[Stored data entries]
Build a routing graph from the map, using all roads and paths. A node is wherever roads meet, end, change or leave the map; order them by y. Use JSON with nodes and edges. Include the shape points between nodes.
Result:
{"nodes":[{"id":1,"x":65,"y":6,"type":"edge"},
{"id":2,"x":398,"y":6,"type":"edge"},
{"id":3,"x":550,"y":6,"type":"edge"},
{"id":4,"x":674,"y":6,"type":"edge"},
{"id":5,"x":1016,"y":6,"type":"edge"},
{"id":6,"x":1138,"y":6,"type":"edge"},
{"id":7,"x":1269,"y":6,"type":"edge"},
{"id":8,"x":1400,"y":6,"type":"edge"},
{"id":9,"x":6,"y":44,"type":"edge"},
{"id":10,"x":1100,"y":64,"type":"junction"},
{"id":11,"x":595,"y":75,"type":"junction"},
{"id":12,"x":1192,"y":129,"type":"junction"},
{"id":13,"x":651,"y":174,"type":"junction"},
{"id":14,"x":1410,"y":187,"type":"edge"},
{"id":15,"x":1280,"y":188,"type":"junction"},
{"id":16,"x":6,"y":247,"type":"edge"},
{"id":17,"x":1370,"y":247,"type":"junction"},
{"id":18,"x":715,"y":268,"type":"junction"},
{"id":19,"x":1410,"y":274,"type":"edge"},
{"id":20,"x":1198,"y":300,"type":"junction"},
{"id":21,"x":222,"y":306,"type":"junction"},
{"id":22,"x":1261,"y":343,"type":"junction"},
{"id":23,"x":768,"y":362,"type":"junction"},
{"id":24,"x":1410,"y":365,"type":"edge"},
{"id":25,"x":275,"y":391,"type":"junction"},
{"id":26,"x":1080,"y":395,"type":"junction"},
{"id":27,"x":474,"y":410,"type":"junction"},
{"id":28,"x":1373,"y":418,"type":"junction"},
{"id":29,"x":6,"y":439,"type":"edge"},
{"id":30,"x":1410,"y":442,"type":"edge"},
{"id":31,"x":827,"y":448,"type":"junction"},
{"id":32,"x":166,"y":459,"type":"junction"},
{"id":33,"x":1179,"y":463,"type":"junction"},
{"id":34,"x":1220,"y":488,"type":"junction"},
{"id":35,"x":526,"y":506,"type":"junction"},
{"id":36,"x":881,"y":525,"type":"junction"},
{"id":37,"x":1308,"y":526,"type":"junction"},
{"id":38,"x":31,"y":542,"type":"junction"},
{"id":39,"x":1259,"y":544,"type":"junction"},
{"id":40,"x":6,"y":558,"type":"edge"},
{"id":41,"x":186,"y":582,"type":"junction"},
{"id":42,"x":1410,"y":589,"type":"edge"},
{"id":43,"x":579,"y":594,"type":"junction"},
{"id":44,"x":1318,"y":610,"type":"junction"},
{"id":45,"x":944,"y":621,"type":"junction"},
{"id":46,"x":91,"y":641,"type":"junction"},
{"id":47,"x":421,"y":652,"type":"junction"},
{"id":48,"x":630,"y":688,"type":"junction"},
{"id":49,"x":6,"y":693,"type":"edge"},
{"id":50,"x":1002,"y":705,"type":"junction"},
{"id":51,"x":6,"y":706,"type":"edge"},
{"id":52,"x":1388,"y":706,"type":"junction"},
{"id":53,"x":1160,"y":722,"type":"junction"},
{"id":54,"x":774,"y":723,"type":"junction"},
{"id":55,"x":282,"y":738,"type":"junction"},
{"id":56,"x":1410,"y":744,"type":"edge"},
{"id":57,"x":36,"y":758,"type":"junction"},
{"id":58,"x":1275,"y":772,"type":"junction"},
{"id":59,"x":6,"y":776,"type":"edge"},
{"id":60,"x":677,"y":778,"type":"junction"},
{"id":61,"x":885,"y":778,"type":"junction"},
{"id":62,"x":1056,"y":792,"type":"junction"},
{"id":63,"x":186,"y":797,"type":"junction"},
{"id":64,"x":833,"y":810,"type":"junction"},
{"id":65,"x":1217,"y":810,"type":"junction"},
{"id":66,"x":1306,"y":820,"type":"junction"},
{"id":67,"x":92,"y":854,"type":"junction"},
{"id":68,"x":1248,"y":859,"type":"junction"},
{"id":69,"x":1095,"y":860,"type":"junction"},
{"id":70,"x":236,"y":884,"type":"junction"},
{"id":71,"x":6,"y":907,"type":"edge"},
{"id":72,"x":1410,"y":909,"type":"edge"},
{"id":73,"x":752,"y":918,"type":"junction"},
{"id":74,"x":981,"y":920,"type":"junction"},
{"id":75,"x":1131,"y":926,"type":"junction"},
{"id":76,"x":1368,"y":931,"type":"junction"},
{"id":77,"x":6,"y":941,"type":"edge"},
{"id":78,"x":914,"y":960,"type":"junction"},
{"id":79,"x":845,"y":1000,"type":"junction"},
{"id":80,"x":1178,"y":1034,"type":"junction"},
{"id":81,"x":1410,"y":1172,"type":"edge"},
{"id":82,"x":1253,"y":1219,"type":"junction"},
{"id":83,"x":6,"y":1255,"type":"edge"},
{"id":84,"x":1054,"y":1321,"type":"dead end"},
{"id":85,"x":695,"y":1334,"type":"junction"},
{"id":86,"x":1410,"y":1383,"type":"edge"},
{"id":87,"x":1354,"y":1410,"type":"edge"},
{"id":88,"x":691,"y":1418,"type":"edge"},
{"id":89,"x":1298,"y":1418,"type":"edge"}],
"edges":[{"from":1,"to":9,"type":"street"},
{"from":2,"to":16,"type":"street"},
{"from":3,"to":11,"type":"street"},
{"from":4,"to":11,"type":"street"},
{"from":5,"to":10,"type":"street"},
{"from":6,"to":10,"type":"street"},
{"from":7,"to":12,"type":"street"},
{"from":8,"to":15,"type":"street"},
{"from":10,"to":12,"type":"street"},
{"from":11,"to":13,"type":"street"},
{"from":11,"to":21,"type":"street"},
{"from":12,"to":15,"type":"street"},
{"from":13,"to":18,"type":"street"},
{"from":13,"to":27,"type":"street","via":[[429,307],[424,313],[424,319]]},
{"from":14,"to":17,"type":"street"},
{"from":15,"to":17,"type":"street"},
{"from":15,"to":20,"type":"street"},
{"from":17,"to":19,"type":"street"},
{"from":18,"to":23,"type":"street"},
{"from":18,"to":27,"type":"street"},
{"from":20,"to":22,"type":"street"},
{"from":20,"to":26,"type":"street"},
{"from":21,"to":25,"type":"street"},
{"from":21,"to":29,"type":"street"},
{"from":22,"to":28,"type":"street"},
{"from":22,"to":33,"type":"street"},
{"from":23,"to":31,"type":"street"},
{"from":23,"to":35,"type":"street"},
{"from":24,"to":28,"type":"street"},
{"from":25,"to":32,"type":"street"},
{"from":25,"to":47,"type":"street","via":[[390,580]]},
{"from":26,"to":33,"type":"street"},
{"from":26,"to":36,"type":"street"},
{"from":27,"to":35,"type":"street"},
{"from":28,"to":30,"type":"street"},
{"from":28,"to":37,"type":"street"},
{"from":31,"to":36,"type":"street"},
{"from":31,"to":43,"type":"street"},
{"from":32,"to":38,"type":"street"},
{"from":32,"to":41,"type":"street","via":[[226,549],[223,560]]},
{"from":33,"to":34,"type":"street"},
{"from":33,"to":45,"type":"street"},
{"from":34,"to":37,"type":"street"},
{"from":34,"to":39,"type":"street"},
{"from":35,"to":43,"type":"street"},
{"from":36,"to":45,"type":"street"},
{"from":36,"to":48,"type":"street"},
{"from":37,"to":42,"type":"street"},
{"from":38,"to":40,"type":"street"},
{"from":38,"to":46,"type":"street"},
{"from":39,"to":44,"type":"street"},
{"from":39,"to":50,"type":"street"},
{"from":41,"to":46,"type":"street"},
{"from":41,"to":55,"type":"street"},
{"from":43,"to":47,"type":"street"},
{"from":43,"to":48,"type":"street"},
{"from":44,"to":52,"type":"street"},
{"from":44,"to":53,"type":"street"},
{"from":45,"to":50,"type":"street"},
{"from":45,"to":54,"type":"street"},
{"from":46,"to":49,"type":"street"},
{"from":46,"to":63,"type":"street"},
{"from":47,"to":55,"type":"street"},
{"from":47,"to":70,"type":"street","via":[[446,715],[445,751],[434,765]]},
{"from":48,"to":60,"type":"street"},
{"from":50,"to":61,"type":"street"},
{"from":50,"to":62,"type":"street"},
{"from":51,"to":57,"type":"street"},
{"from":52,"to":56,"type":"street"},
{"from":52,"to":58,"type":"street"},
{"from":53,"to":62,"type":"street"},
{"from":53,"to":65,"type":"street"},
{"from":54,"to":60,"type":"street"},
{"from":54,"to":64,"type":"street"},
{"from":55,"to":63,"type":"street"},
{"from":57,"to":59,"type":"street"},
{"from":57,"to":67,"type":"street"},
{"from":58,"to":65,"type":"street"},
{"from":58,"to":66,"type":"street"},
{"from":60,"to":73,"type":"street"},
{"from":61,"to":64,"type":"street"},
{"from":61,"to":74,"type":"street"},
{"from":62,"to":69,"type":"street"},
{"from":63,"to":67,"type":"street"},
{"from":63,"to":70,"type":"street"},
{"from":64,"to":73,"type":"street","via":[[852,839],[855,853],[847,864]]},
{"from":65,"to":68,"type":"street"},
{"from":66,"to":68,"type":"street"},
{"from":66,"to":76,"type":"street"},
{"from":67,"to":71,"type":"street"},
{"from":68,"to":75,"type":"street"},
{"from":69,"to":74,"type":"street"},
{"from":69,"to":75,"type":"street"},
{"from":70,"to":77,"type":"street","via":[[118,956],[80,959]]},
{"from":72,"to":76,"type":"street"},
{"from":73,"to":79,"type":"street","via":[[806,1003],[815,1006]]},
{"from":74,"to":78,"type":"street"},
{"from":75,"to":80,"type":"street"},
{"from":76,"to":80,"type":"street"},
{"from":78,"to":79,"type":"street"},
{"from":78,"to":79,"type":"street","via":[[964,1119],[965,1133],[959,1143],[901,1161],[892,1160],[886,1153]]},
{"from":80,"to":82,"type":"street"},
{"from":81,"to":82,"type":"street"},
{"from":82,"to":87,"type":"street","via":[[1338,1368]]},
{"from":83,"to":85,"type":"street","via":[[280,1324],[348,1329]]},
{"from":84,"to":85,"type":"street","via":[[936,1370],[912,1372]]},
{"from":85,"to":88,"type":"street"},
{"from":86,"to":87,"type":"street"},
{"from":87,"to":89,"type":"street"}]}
...
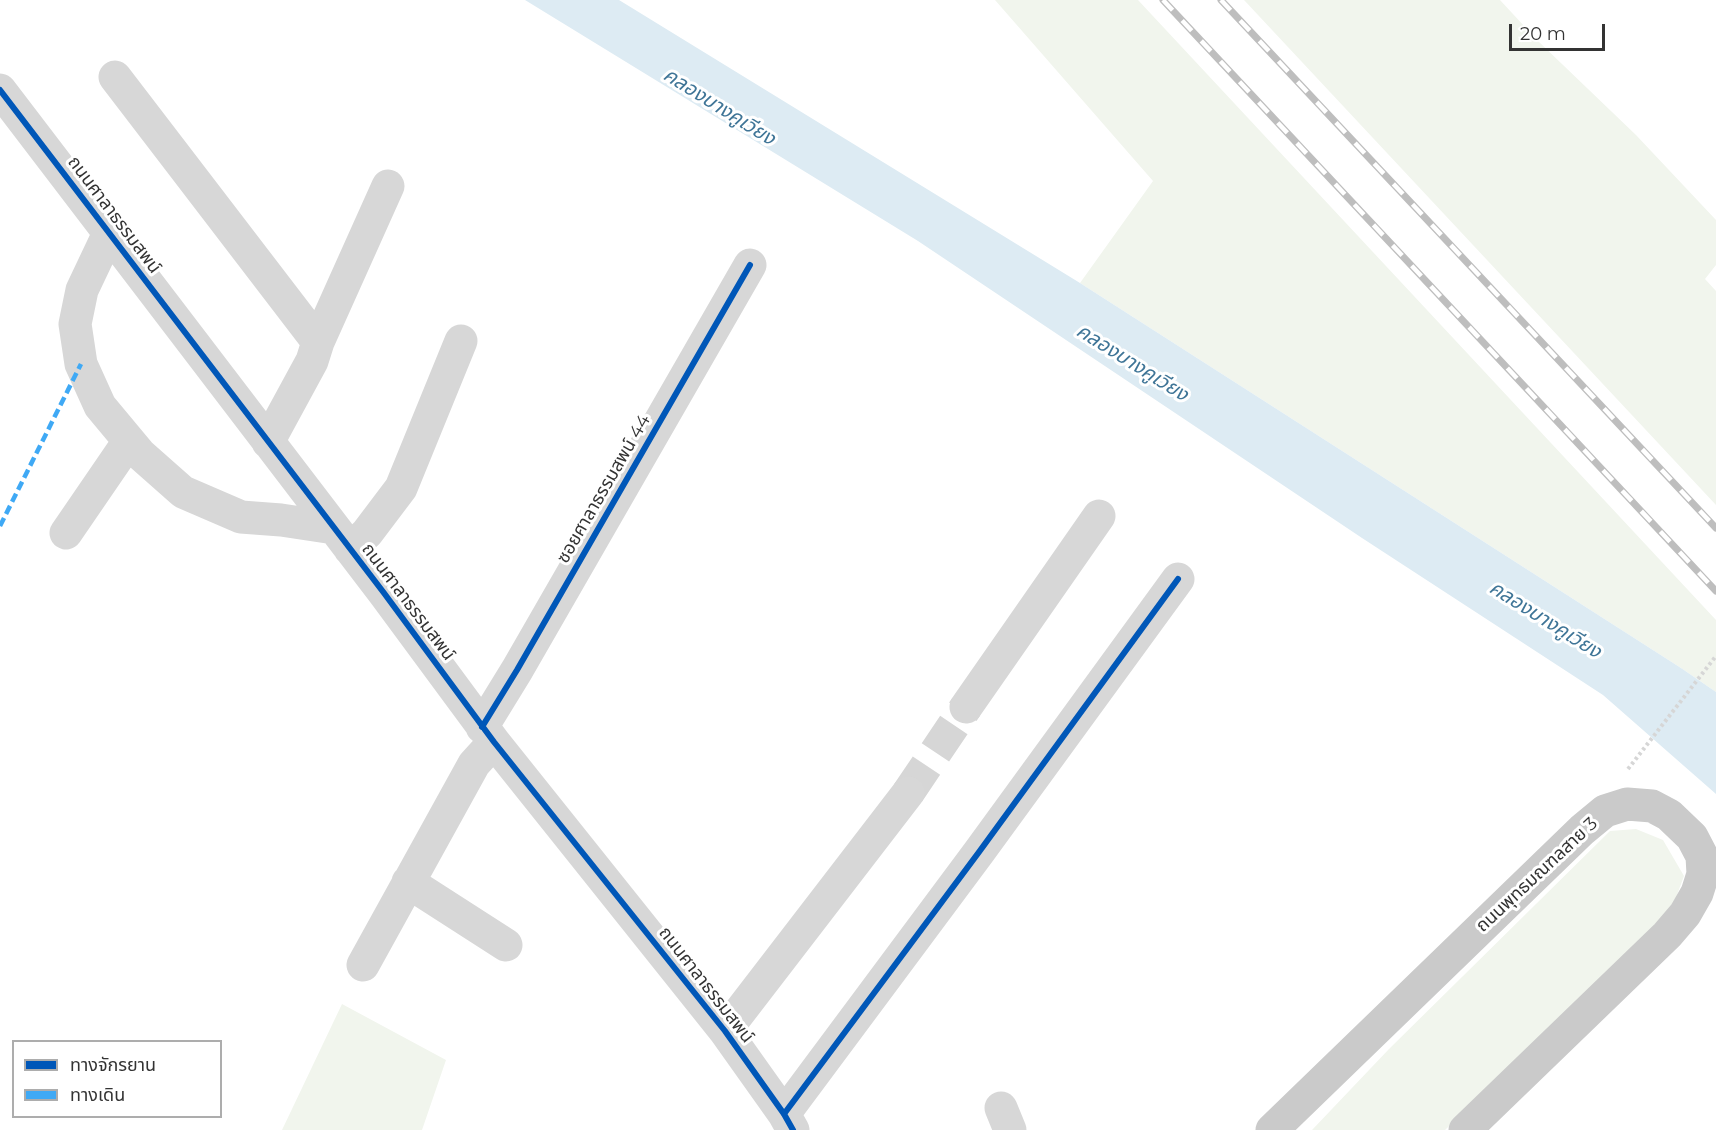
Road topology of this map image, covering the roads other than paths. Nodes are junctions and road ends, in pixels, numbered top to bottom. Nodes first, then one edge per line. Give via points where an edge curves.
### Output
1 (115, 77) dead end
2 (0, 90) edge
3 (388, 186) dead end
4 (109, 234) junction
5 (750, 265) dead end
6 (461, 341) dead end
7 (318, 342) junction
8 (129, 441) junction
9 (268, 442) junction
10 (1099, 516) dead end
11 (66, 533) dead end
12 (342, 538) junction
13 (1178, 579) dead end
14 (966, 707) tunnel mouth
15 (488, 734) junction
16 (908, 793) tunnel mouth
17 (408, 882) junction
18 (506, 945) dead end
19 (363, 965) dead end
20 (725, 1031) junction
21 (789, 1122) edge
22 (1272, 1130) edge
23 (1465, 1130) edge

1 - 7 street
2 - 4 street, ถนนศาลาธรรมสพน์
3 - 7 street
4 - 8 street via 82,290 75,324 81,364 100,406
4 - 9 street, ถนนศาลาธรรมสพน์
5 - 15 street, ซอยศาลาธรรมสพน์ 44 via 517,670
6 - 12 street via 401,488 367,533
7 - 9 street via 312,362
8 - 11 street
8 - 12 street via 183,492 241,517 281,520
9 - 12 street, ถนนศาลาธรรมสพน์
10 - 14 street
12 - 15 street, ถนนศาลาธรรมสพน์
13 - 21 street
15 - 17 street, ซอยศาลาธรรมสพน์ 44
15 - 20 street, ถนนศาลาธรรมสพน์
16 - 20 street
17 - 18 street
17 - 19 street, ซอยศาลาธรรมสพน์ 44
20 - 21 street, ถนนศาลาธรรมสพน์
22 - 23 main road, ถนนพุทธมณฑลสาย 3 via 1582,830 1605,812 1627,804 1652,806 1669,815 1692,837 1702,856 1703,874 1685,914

### WHAT YOU ARE ASKED TO DO
Reproduce every line in the records above that contains the word "dead".

### RESULT OF THE EXERCISE
{"id":84,"x":1054,"y":1321,"type":"dead end"},
1 (115, 77) dead end
3 (388, 186) dead end
5 (750, 265) dead end
6 (461, 341) dead end
10 (1099, 516) dead end
11 (66, 533) dead end
13 (1178, 579) dead end
18 (506, 945) dead end
19 (363, 965) dead end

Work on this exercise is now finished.